Another anti-proliferative agent, daunomycin, has been tested in preclinical and clinical studies. The drug is an anthracycline antibiotic with efficacy in an animal model. Daunomycins appear to have a somewhat lower therapeutic index than 5-FU, principally due to its greater toxicity; but it has been tolerated in animals and in humans as a continuous intravitreal infusion of 7.5 | g/ml for 10 min. In pilot studies of patients undergoing vitrectomy, dauno-mycin was felt to be effective [26,43].A variety of other agents have been employed for the treatment of experimental PVR, with no significant published data yet in human trials. These include retinoids, which play an important role in the differentiation and proliferation of various cell types, including RPE. The treatment of RPE cells with vitamin A (all-trans-retinol) significantly inhibits cellular proliferation migration in vitro as well as having effects on morphology [44]. Immunotoxins composed of a monoclonal antibody linked to a biological toxin have been employed in experimental models, including an antibody against the human transferrin receptors to the A chain of ricin [45].

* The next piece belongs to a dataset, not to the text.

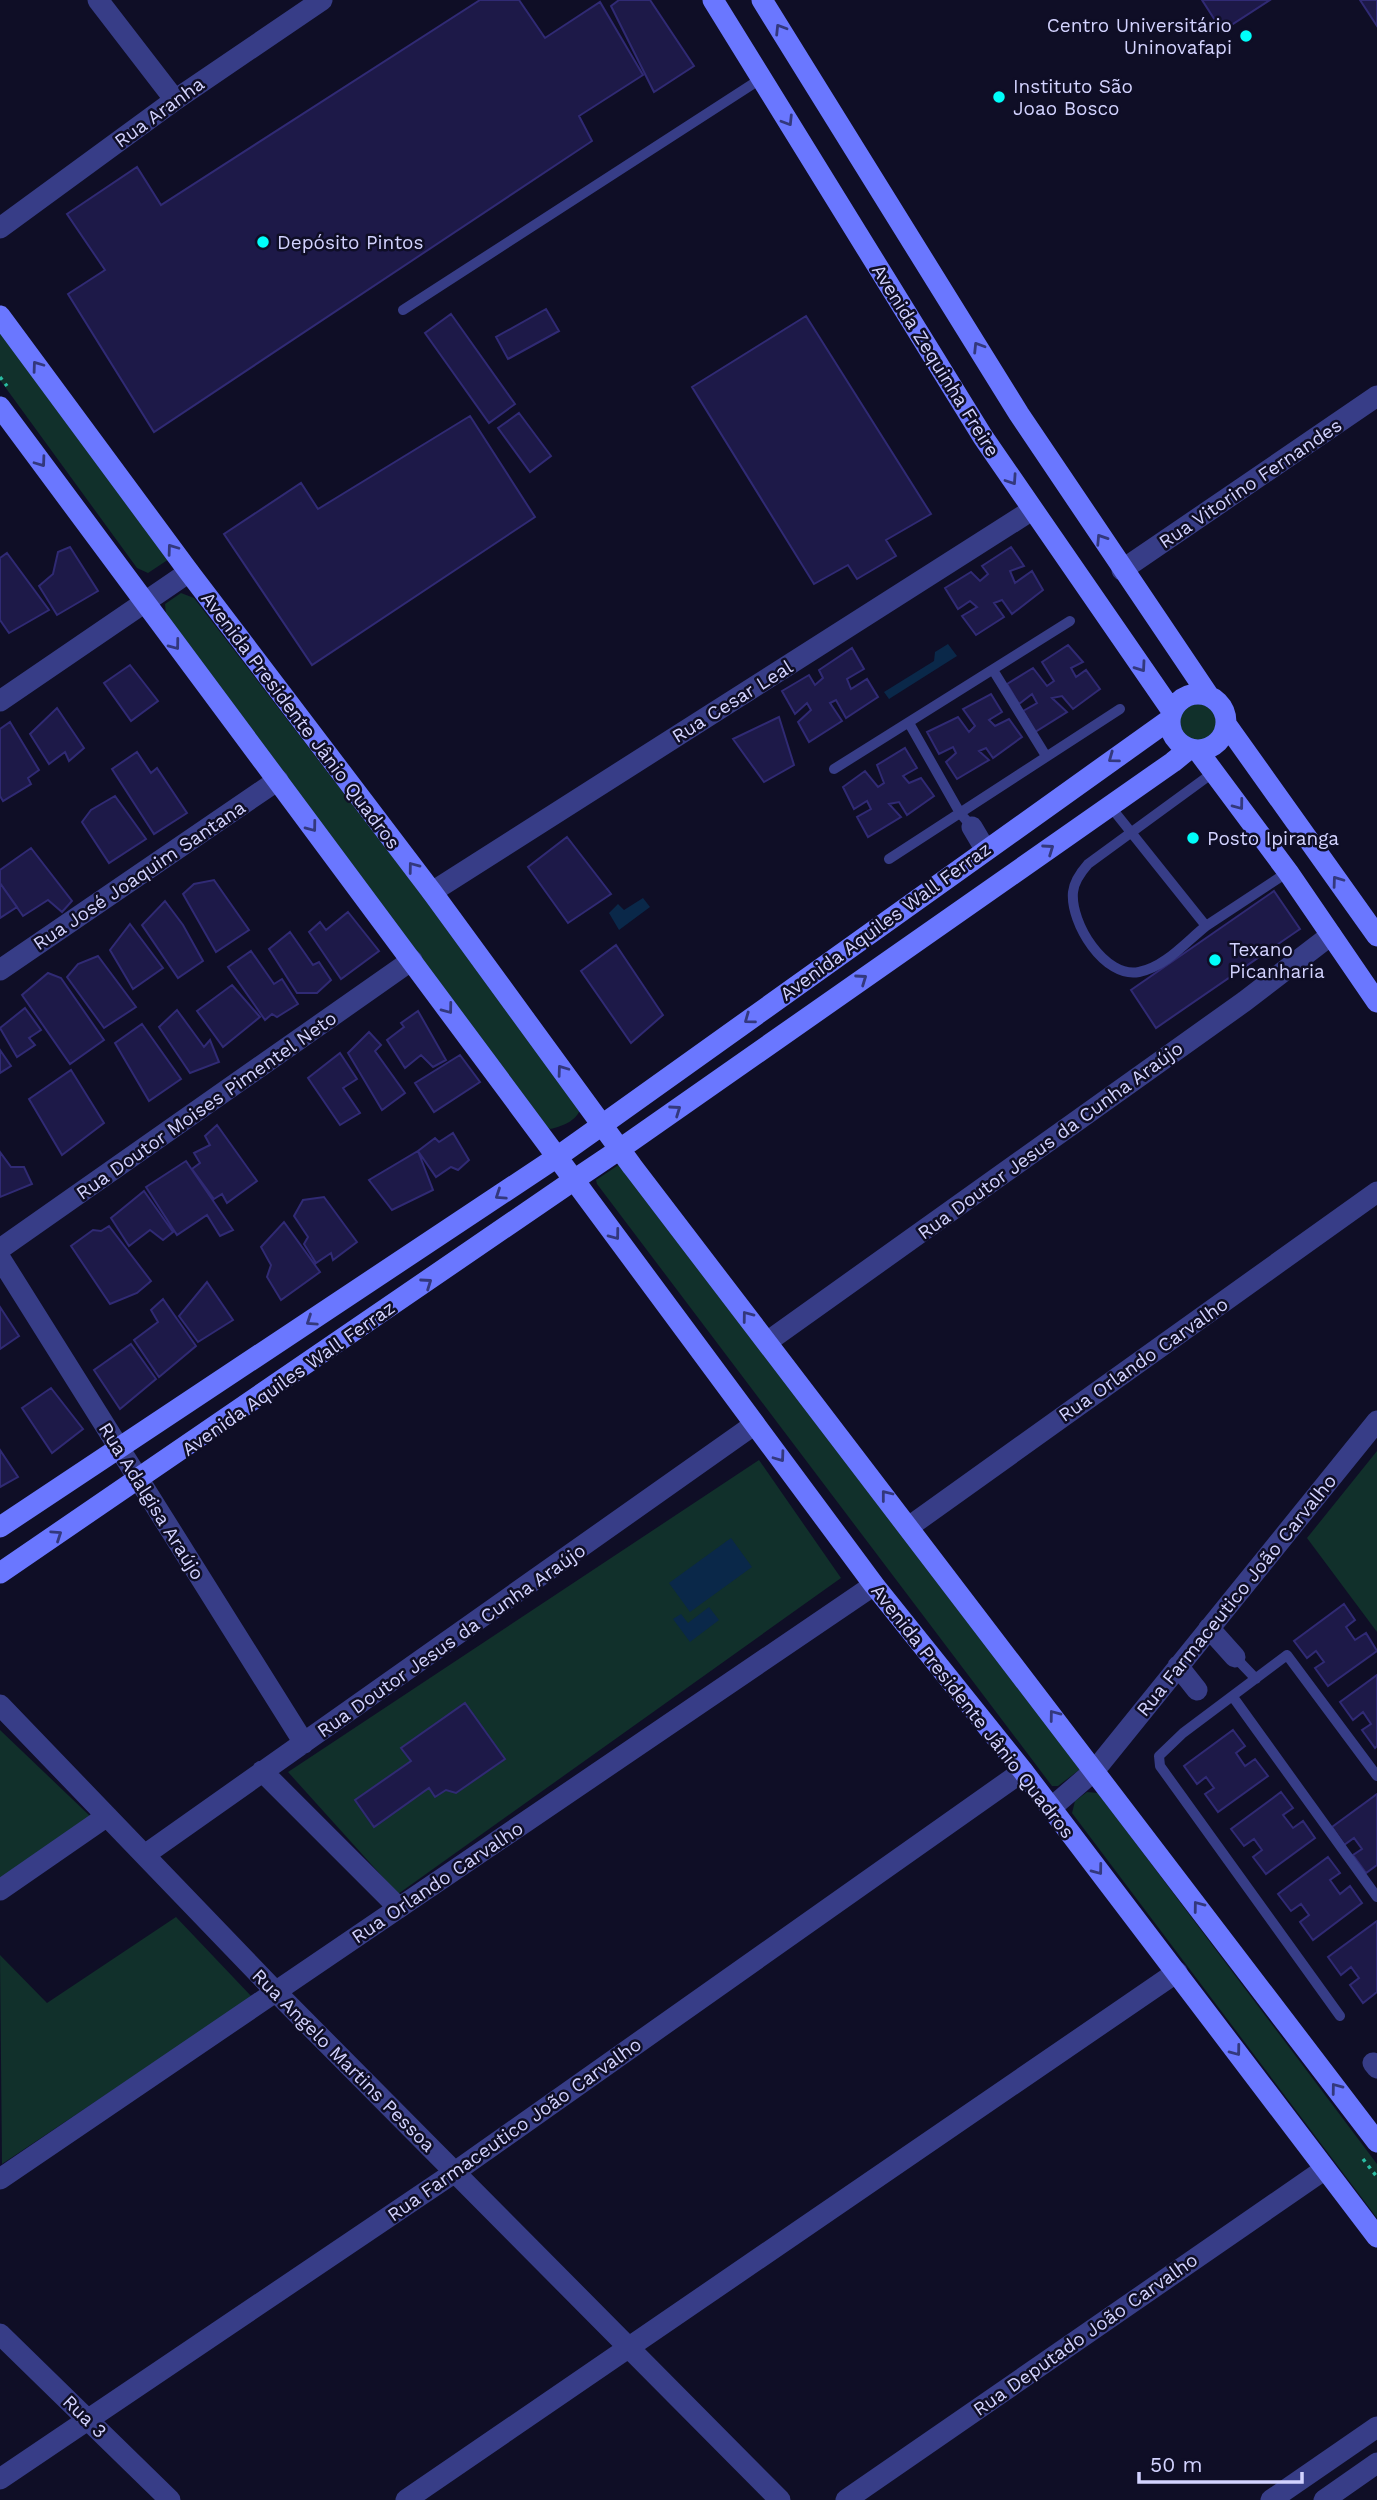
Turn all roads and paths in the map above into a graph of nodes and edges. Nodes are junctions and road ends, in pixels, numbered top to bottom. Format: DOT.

Another chemotherapeutic agent useful in cancer and also in the treatment of coronary restenosis, Taxol, has been tested for efficacy in experimental models in the eye. It appears to act as a promoter rather than an inhibitor of microtubular assembly and inhibits cell-mediated contraction of a collagen gel as well as experimental retinal detachment in various animal models [46]. A related cytoskeletal agent, Colchicine, also inhibits RPE astrocyte and fibroblast proliferation in addition to migration and was shown in one animal model to have some beneficial effects on PVR, although it has not yet been proven to be beneficial in any human studies [47].